◆ **Exercise**
Among the lines below, count those with "paths". Give only the number.

◆ **Supplied material**
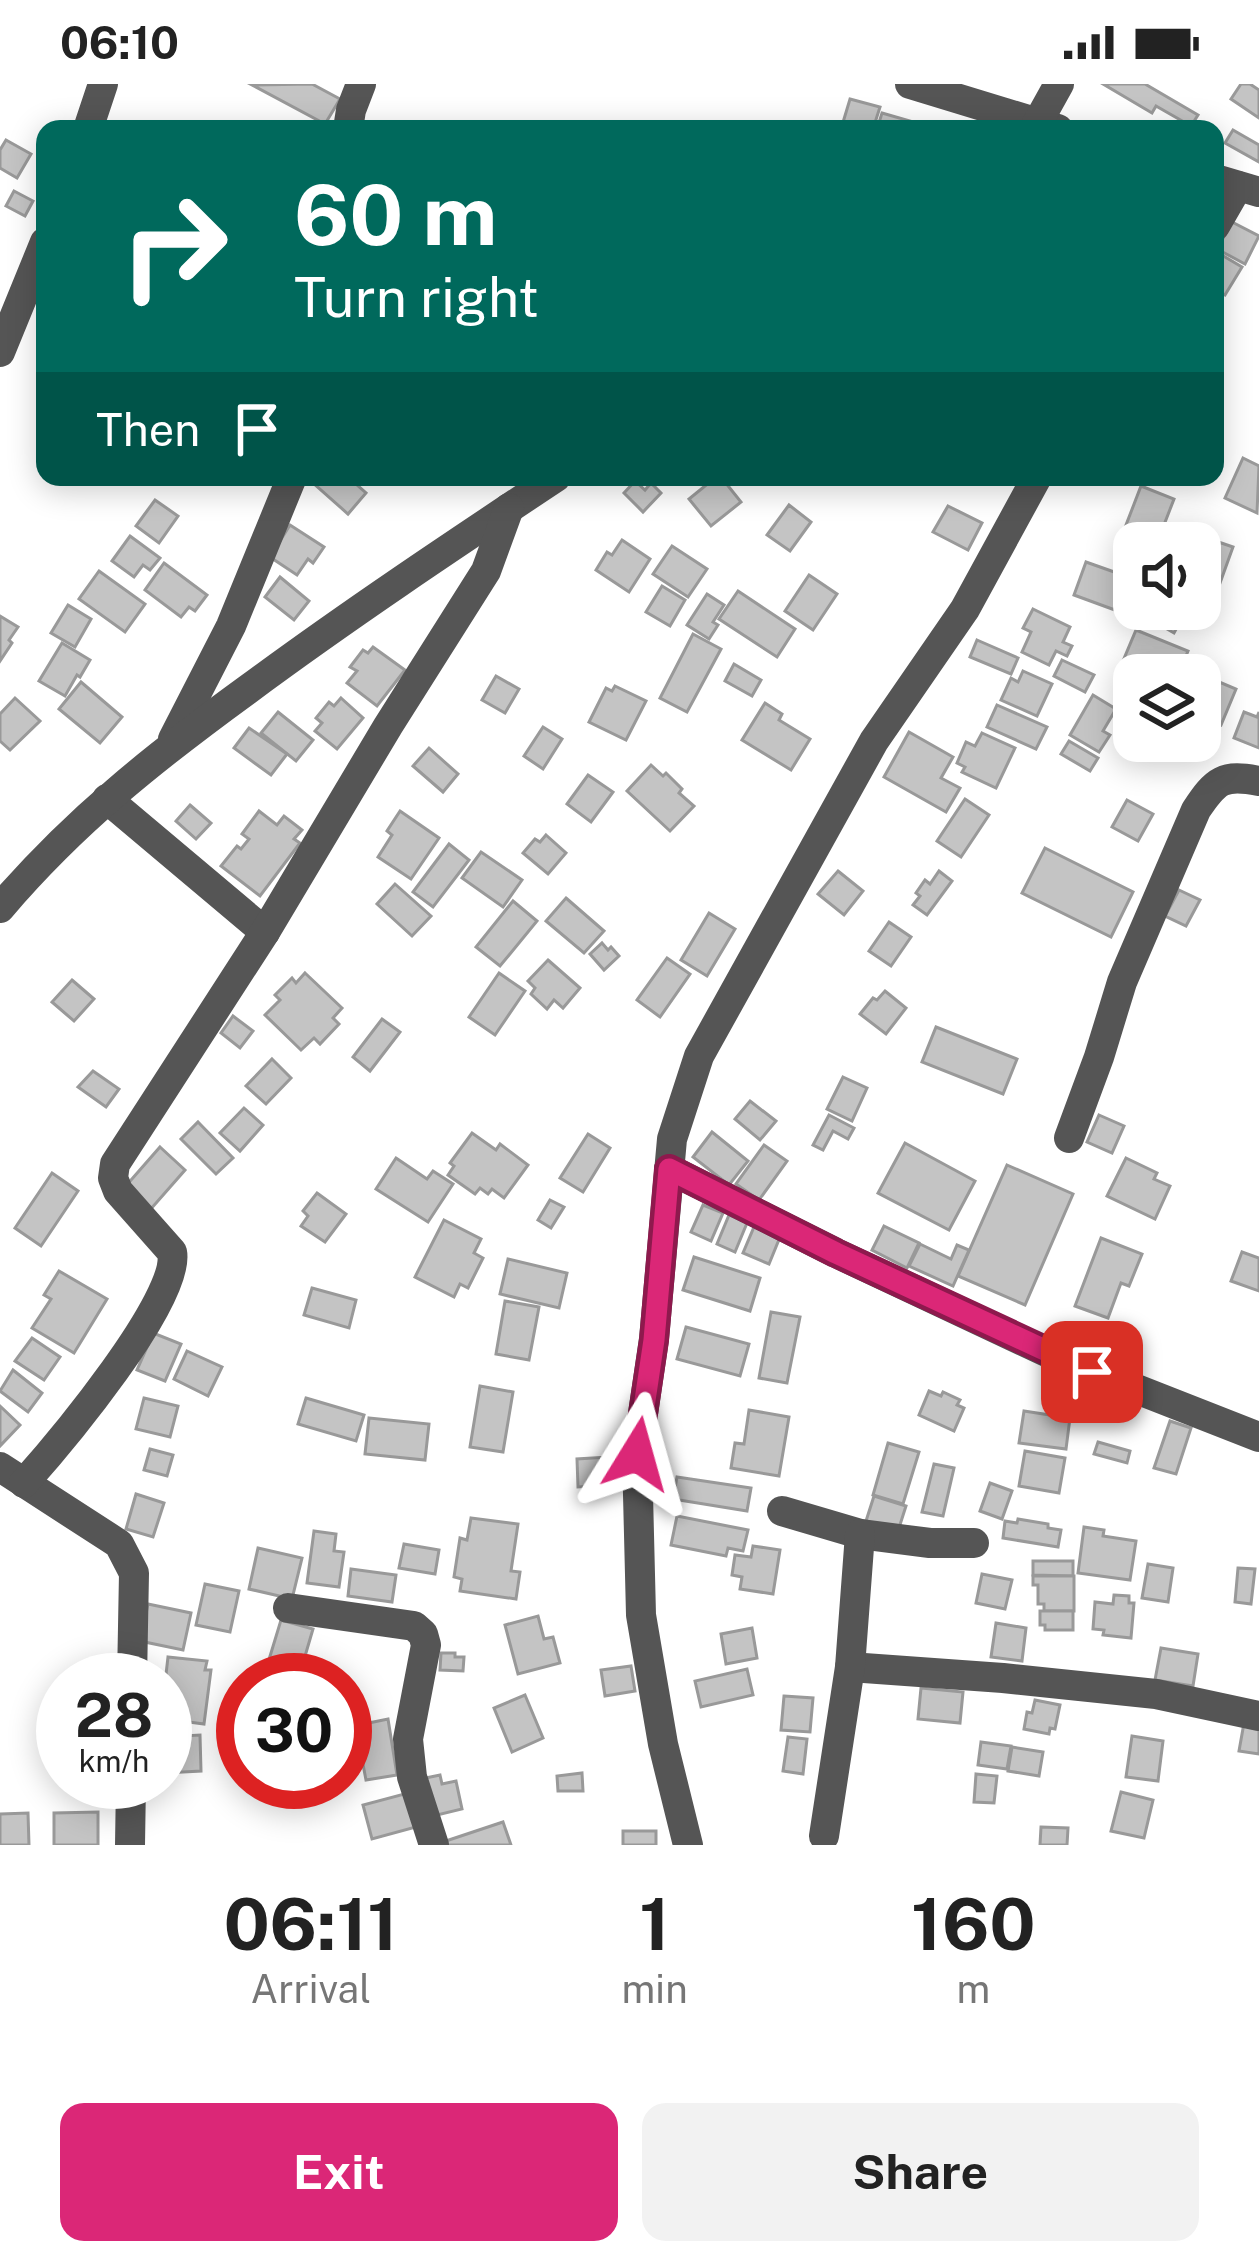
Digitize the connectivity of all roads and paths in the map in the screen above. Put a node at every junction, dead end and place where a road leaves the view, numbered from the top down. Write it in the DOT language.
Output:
graph roads {
  1 [pos="103,84"];
  2 [pos="361,84"];
  3 [pos="910,84"];
  4 [pos="1059,84"];
  5 [pos="91,120"];
  6 [pos="349,120"];
  7 [pos="1021,120"];
  8 [pos="1046,120"];
  9 [pos="36,264"];
  10 [pos="0,352"];
  11 [pos="288,486"];
  12 [pos="542,486"];
  13 [pos="1032,486"];
  14 [pos="509,508"];
  15 [pos="169,747"];
  16 [pos="1259,782"];
  17 [pos="107,799"];
  18 [pos="0,908"];
  19 [pos="265,932"];
  20 [pos="1069,1138"];
  21 [pos="669,1169"];
  22 [pos="1259,1437"];
  23 [pos="12,1475"];
  24 [pos="782,1510"];
  25 [pos="860,1534"];
  26 [pos="974,1544"];
  27 [pos="288,1608"];
  28 [pos="133,1653"];
  29 [pos="850,1667"];
  30 [pos="1259,1716"];
  31 [pos="131,1809"];
  32 [pos="824,1836"];
  33 [pos="130,1845"];
  34 [pos="434,1845"];
  35 [pos="688,1845"];
  1 -- 5 [label="street"];
  2 -- 6 [label="street"];
  3 -- 7 [label="street"];
  4 -- 8 [label="street"];
  9 -- 10 [label="street"];
  11 -- 15 [label="street"];
  12 -- 14 [label="street"];
  13 -- 21 [label="street"];
  14 -- 15 [label="street"];
  14 -- 19 [label="street"];
  15 -- 17 [label="street"];
  16 -- 20 [label="street"];
  17 -- 18 [label="street"];
  17 -- 19 [label="street"];
  19 -- 23 [label="street"];
  21 -- 22 [label="street"];
  21 -- 35 [label="street"];
  23 -- 28 [label="street"];
  24 -- 25 [label="street"];
  25 -- 26 [label="street"];
  25 -- 29 [label="street"];
  27 -- 34 [label="street"];
  29 -- 30 [label="street"];
  29 -- 32 [label="street"];
  31 -- 33 [label="street"];
}
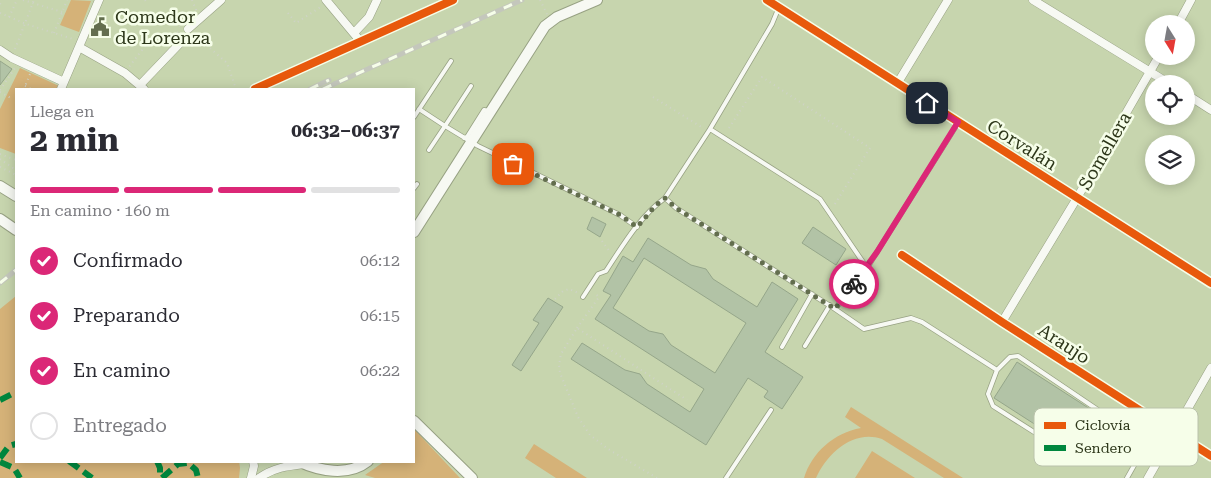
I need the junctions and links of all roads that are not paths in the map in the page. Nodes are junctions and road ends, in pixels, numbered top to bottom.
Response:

◆ **Answer space**
2